Why it’s useful: if a particular service area keeps experiencing incidents, it suggests that faulty code within that service area could be the cause. This information can help you prioritize bug fixing. You can also understand your customers’ experience better: if one feature is consistently up, and another frequently down, you can better craft SLIs to reflect what your users expect from your service.

2. Contributing factors

What it is: while investigating the incident and building a retrospective, an important step is completing a contributing factor analysis. This will expose the systemic factors that allowed the incident to happen, and guide you to making changes to prevent it from happening again. You can tag your incidents with these contributing factors to see patterns in what frequently causes issues.

Example tags: factor-database, factor-serveroutage, factor-configurationerror, etc.
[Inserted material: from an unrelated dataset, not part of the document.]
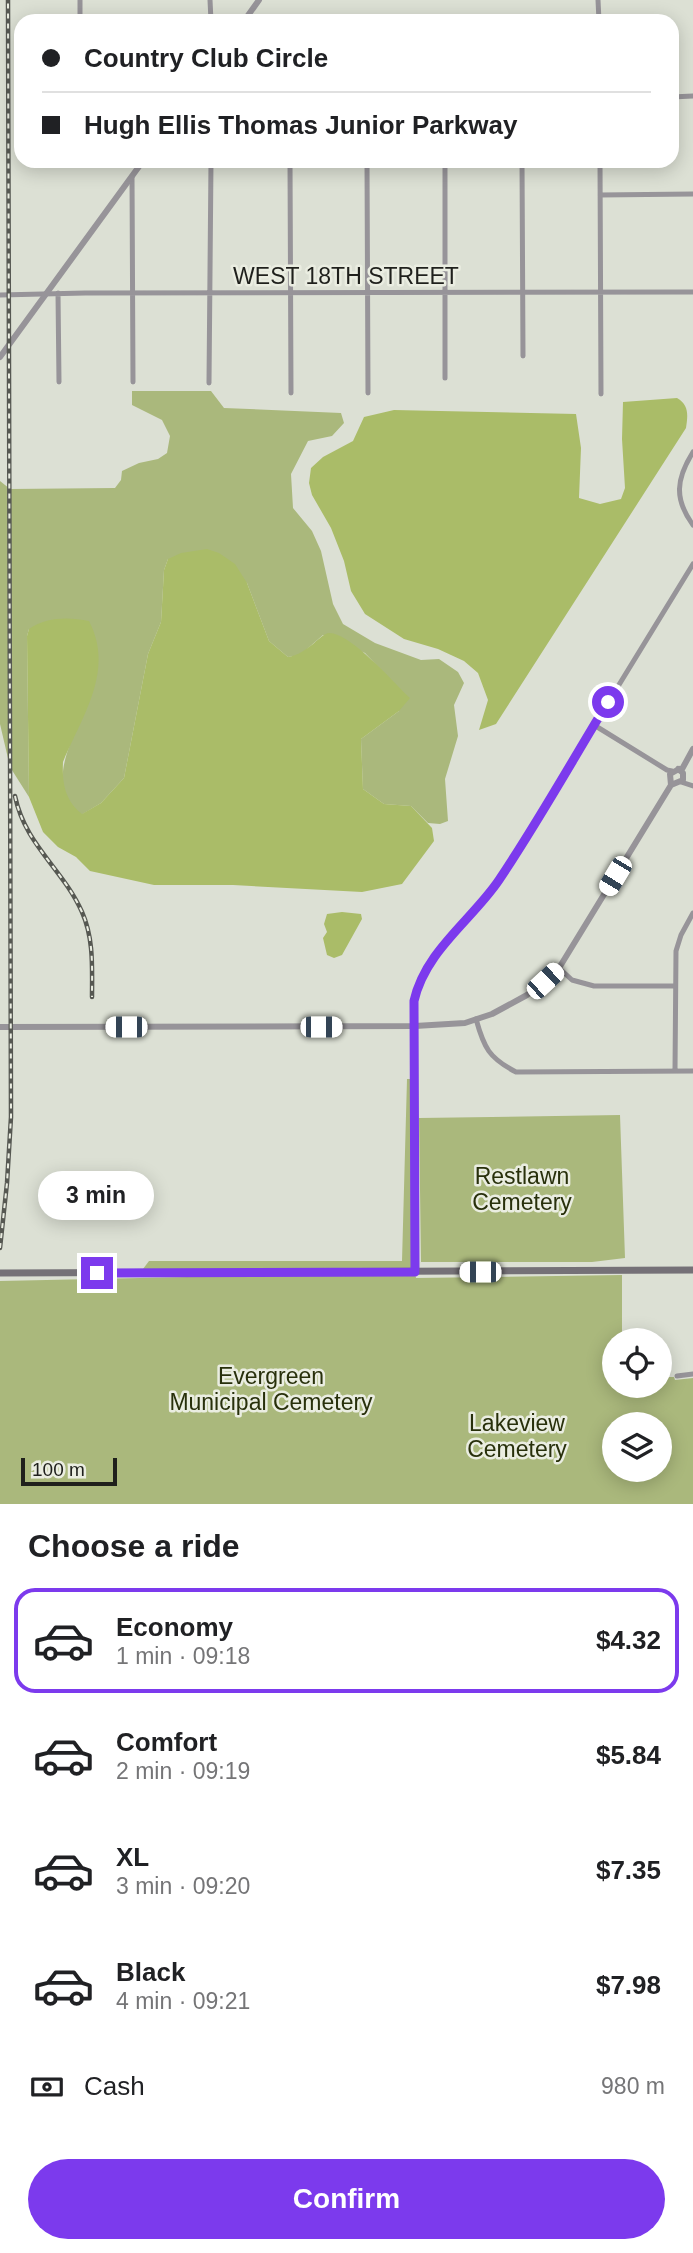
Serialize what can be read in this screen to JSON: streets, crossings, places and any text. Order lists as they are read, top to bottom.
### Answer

Why it’s useful: seeing what sort of factors frequently cause incidents can help you prioritize making things more resilient. If many high severity incidents are caused by server outages, it’s a clear sign that you need to investigate upgrading to more reliable servers.

3. Customer types affected

What it is: your service is used differently by different types of customers. You might have a tiered subscription model, where only some customers have access to every feature. Even if all customers have access to everything, your usage data could show that only some types of customers will use specific features.

This difference in usage could be based on the size of the customers’ org (for B2B services), their geographic location, the tools they integrate your service with, and more. All of this is useful to capture in tags. When something is disrupted, think about all the groups of customers that were impacted.

Example tags: customer-fullaccess, customer-european, customer-adminaccounts, customer-slackusers, customer-enterprise, etc.

Why it helps: understanding customers’ pains is the most important thing to stay ahead of churn. If one type of customer has been getting hit by a lot of high severity incidents recently, you can be sure they’re considering other options.

Customer success teams can use information from these tags to reach out to specific impacted customers and try to alleviate their concerns and regain trust. Product and development teams can also use this information to try to focus on improving the experiences of these impacted customers to try to offset the damage of these incidents.

4. Alert source

What it is: you can track where an incident was first detected with this set of tags. This information is likely known by the on-call engineers that first responded to the incident. These people might not be the same people who ultimately tag the incident in the system. Use incident retrospectives to make sure this information isn’t lost and is consistent everywhere.

Example tags: source-userreport, source-monitoring, source-teamreport, etc.

Why it’s useful: seeing patterns in the alert source can help you understand what you aren’t seeing. Ideally, incidents should be discovered and responded to before users have a chance to report them – the best case scenario is that the problem is fixed before it impacts users. If users consistently report some types of incidents before your monitoring tools catch them, you can invest more in monitoring the data patterns that these incidents cause and catch things faster.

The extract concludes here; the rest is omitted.